Even when someone goes into a state of trance, they’ll still hear everything that’s being said and be completely aware of what’s going on around them.
The deep relaxation people experience during hypnosis can create subtle changes in the body.
These changes might lead to sensations such as a slowed pulse, a change in breathing patterns, relaxation of the face, slight changes in the voice, and so on.
These are all linked to relaxation and are completely natural by-products of the process that are totally and utterly harmless.
Tell subjects that they can expect it to be easy. However, hypnosis doesn’t work without their participation.
Some people will think that it’s magic and that they don’t have to do anything. Others will expect you to pull out a pocket watch and start waving it about until they nod off into a hypnotic trance.

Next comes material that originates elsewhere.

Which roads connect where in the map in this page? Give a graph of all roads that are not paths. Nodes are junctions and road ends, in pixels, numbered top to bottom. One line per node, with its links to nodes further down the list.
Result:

And many, unfortunately, still believe that it’s a tool for control where they’ll be forced to obey your every command. But, of course, none of these things will happen.
Explain to your subject that you will be doing a hypnotic induction. Depending on your interaction with your subject so far, decide what type of induction you think will be most effective at bypassing their critical factor, for example, an arm induction. This will demonstrate the power of hypnosis and help them feel confident with the hypnotic process and with your abilities.

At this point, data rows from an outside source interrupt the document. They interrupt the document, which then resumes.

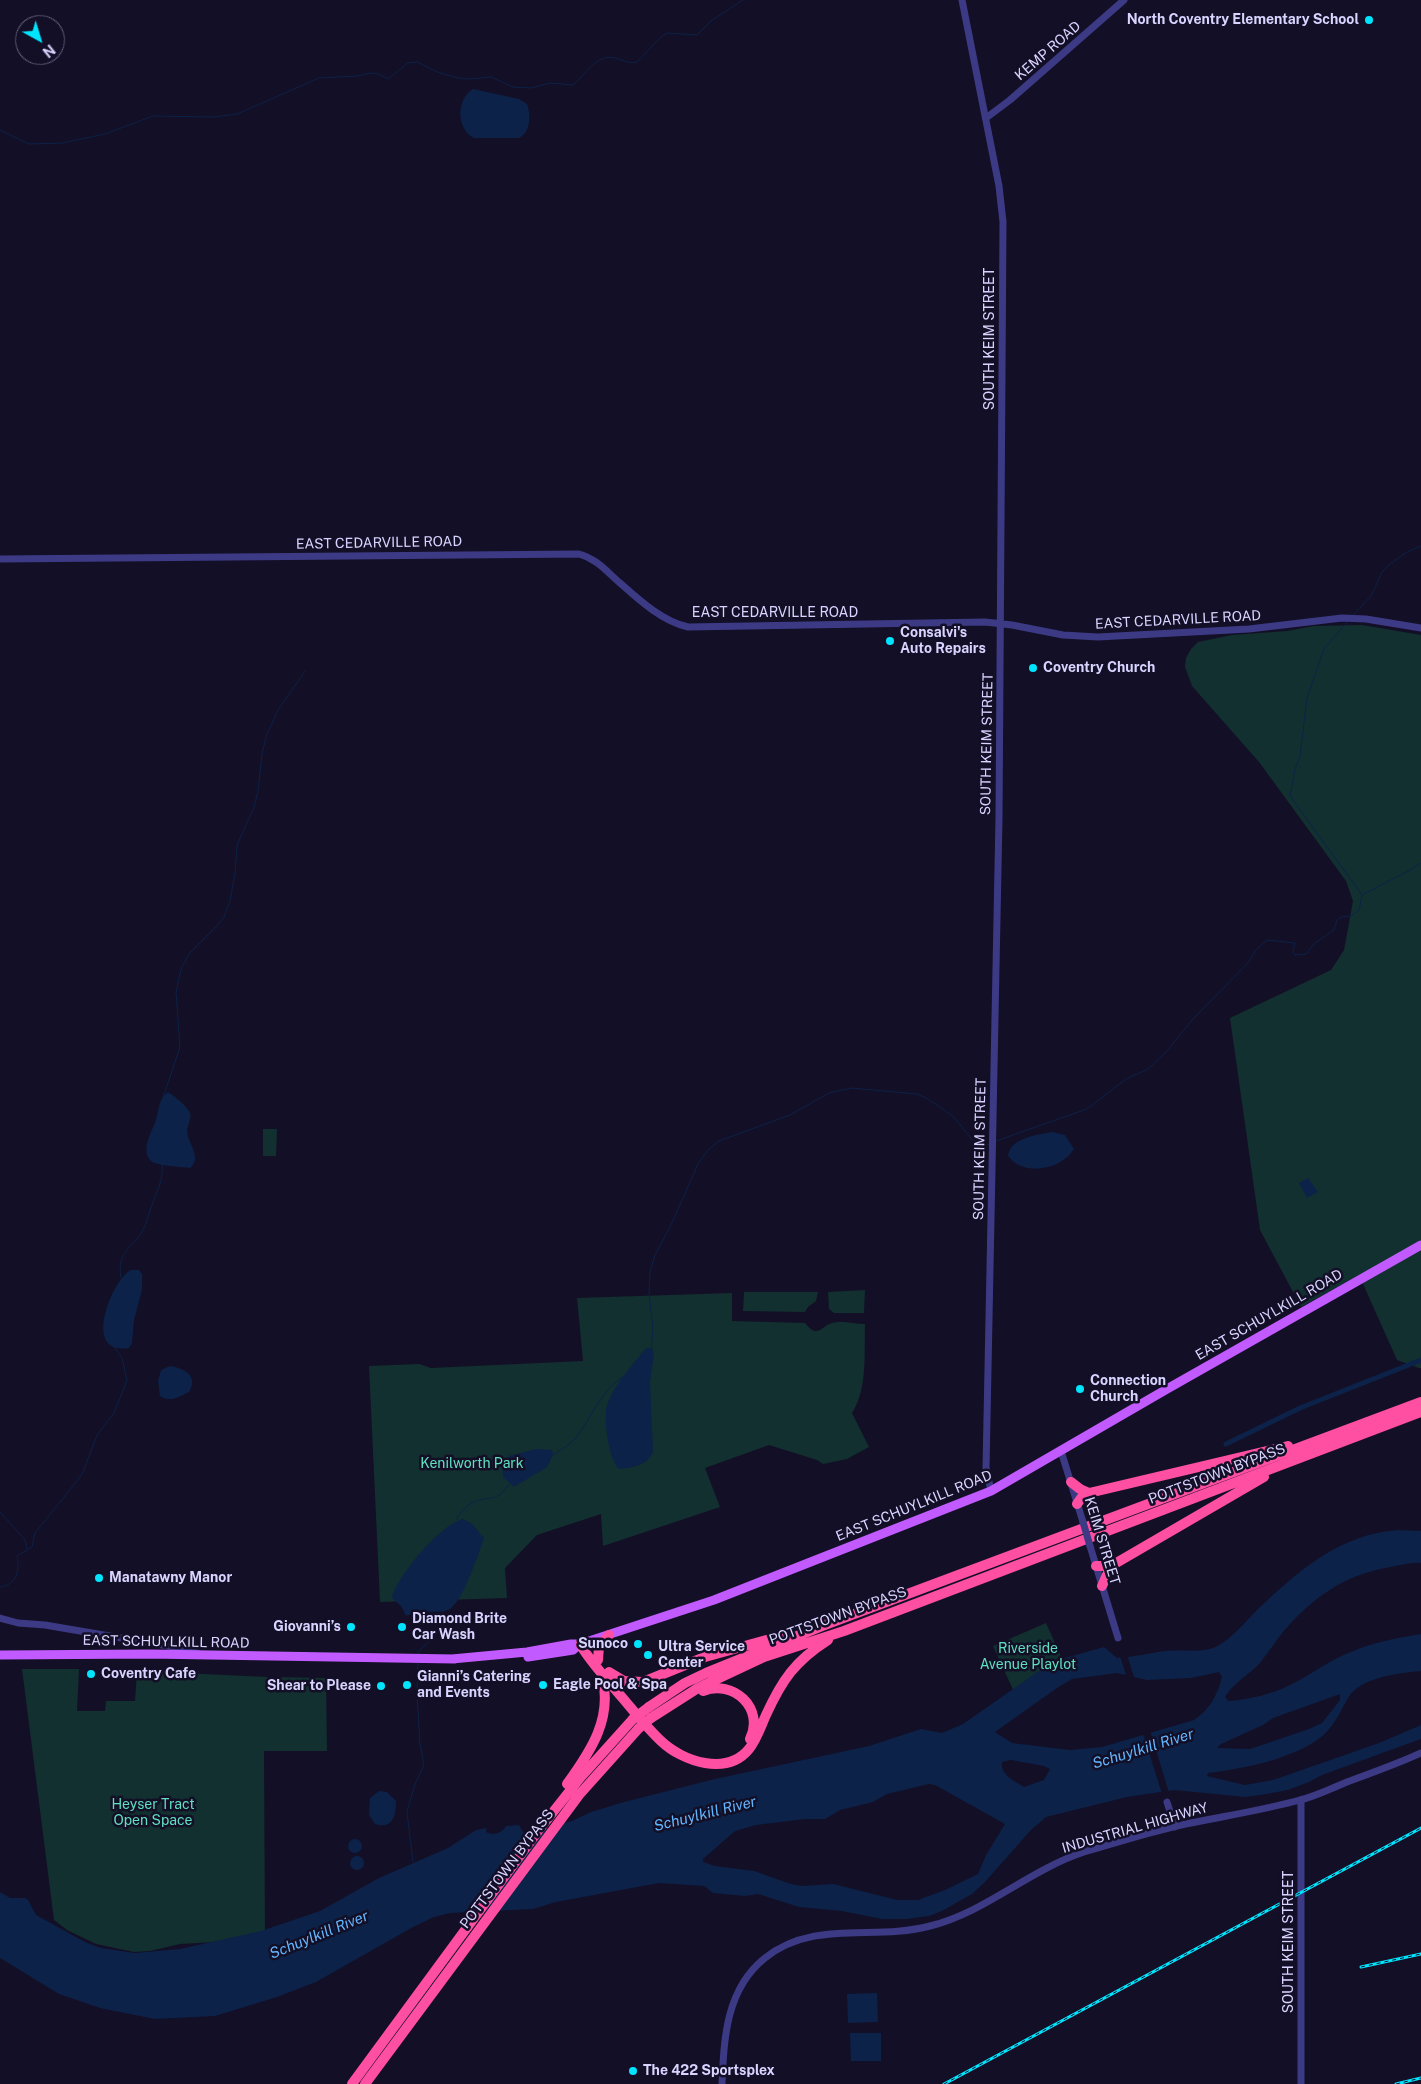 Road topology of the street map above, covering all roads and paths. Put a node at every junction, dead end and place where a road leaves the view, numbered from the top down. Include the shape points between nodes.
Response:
1 (962, 0) edge
2 (1124, 0) edge
3 (986, 118) junction
4 (0, 559) edge
5 (1001, 624) junction
6 (1421, 628) edge
7 (1421, 1245) edge
8 (1421, 1402) edge
9 (1421, 1412) edge
10 (1370, 1431) junction
11 (1323, 1438) junction
12 (1061, 1451) junction
13 (1071, 1482) junction
14 (991, 1491) junction
15 (1089, 1493) junction
16 (1078, 1504) junction
17 (1096, 1566) junction
18 (1111, 1566) junction
19 (1102, 1586) junction
20 (0, 1618) edge
21 (822, 1626) junction
22 (844, 1631) junction
23 (609, 1635) junction
24 (1118, 1638) dead end
25 (580, 1644) junction
26 (0, 1655) edge
27 (205, 1656) junction
28 (598, 1660) junction
29 (605, 1672) junction
30 (651, 1718) junction
31 (636, 1724) junction
32 (1421, 1753) edge
33 (561, 1798) junction
34 (1301, 1800) junction
35 (1167, 1803) dead end
36 (1175, 1827) junction
37 (351, 2084) edge
38 (367, 2084) edge
39 (722, 2084) edge
40 (1302, 2084) edge

1 - 3 street, SOUTH KEIM STREET
2 - 3 street, KEMP ROAD
3 - 5 street, SOUTH KEIM STREET via 1003,222
4 - 5 street, EAST CEDARVILLE ROAD via 568,553 594,559 665,618 688,627
5 - 6 street, EAST CEDARVILLE ROAD via 1064,635 1098,637 1240,630 1342,618
5 - 14 street, SOUTH KEIM STREET via 986,1468
7 - 12 main road, EAST SCHUYLKILL ROAD
8 - 11 highway, POTTSTOWN BYPASS
9 - 10 highway, POTTSTOWN BYPASS
10 - 18 highway via 1258,1480
10 - 22 highway, POTTSTOWN BYPASS
11 - 15 highway
11 - 21 highway, POTTSTOWN BYPASS
12 - 13 street, KEIM STREET
12 - 14 main road, EAST SCHUYLKILL ROAD
13 - 15 highway
13 - 16 street, KEIM STREET
14 - 23 main road, EAST SCHUYLKILL ROAD via 714,1600
15 - 16 highway
16 - 17 street, KEIM STREET, bridge
17 - 18 highway
17 - 19 street, KEIM STREET
18 - 19 highway
19 - 24 street, KEIM STREET
20 - 27 street via 180,1648
21 - 29 highway via 727,1650 643,1682 624,1681
21 - 31 highway, POTTSTOWN BYPASS, bridge via 685,1683 649,1707
22 - 29 highway via 809,1653 794,1667 779,1688 751,1747 737,1760 722,1764 696,1760 665,1744
22 - 30 highway, POTTSTOWN BYPASS via 764,1657 698,1688
23 - 25 main road, EAST SCHUYLKILL ROAD
23 - 28 highway via 599,1646
25 - 27 main road, EAST SCHUYLKILL ROAD via 573,1650 545,1656 487,1660
25 - 28 highway
25 - 29 highway
26 - 27 main road, EAST SCHUYLKILL ROAD
28 - 29 highway
29 - 30 highway via 659,1733 691,1754 726,1759 748,1744 754,1728 753,1714 746,1701 734,1691 724,1688 701,1692
29 - 33 highway via 606,1698 602,1723
30 - 31 highway, POTTSTOWN BYPASS, bridge
31 - 33 highway, POTTSTOWN BYPASS via 598,1756
31 - 38 highway, POTTSTOWN BYPASS via 579,1795
32 - 34 street, INDUSTRIAL HIGHWAY
33 - 37 highway, POTTSTOWN BYPASS
34 - 36 street, INDUSTRIAL HIGHWAY
34 - 40 street, SOUTH KEIM STREET
35 - 36 street
36 - 39 street, INDUSTRIAL HIGHWAY via 1055,1864 949,1921 917,1929 814,1935 782,1946 756,1966 737,1990 725,2031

What’s more, explain that if they’re able to let go and fully cooperate, they’ll find hypnosis easy, pleasant to experience, and surprisingly fun. But it won’t be magic; it’ll be a form of back and forth communication between you and them that’s totally above board and agreed upon beforehand.
Advise that they can expect mental boundaries to be stretched, in addition to the fact that millions of people worldwide have used hypnosis to help them break habits and change.
Maybe you’ve helped someone lose weight or stop smoking as part of your own hypnosis business. If so, don’t be shy. Tell prospective subjects about your successes and how people have used hypnosis to achieve things they couldn’t achieve any other way.
Remind subjects that nothing will happen except what you’ve both agreed at the beginning of the session. They won’t come into the session hoping for one result – to become a non-smoker, say – and leave with an uncontrollable desire to go on a diet.
This goes to the heart of the hypnosis session, the part where the change work happens. This is where you concentrate on dealing with the issue, whether that’s pain management, overcoming fear of public speaking, getting rid of a limiting phobia, or something else.
Explain that their body may react to what’s going on around them. During hypnosis, depending on the issue they’ve come to you for, such as to heal a previous traumatic event or experience, it’s possible that they’ll feel quite emotional.
Explain that when emotions get stirred up, the body often responds. That could take the form of feeling hot, feeling thirsty, feeling light-headed afterwards, or perhaps their stomach may start to rumble.
These are all normal things that can happen during hypnosis and are not things they should be worried about. It’s extremely healthy to process emotions in this way, especially if they’re emotions that have been repressed for any length of time or have been preventing someone from moving forward with any aspect of their life.
Expect the unexpected. Encourage subjects to enjoy hypnosis for what it is; a new experience. After the session, they’re not going to be able to fly out the window like some kind of superhero, but they might just end up exploring new areas of their mind.
It’s highly likely that they’ll end up getting rid of unwanted or repressed emotions, which will take an enormous weight off their shoulders. At the very least, they’ll discover a brand new way to get into a relaxed and pleasant state quickly and easily.
And now for the summarized version…
(Tip: If you use Pinterest, you can save this graphic by “pinning” it to your account so you’re able to easily access it at a later date, or you can simply bookmark this page!)
So there you have it… 8 clear ways you can explain the hypnosis process to first-time subjects that’ll help put their minds at ease, and that’ll also give credit to the wonderful, healing power that is hypnosis.
We hope this information has been useful, and most of all, that you keep fine-tuning your hypnosis skills!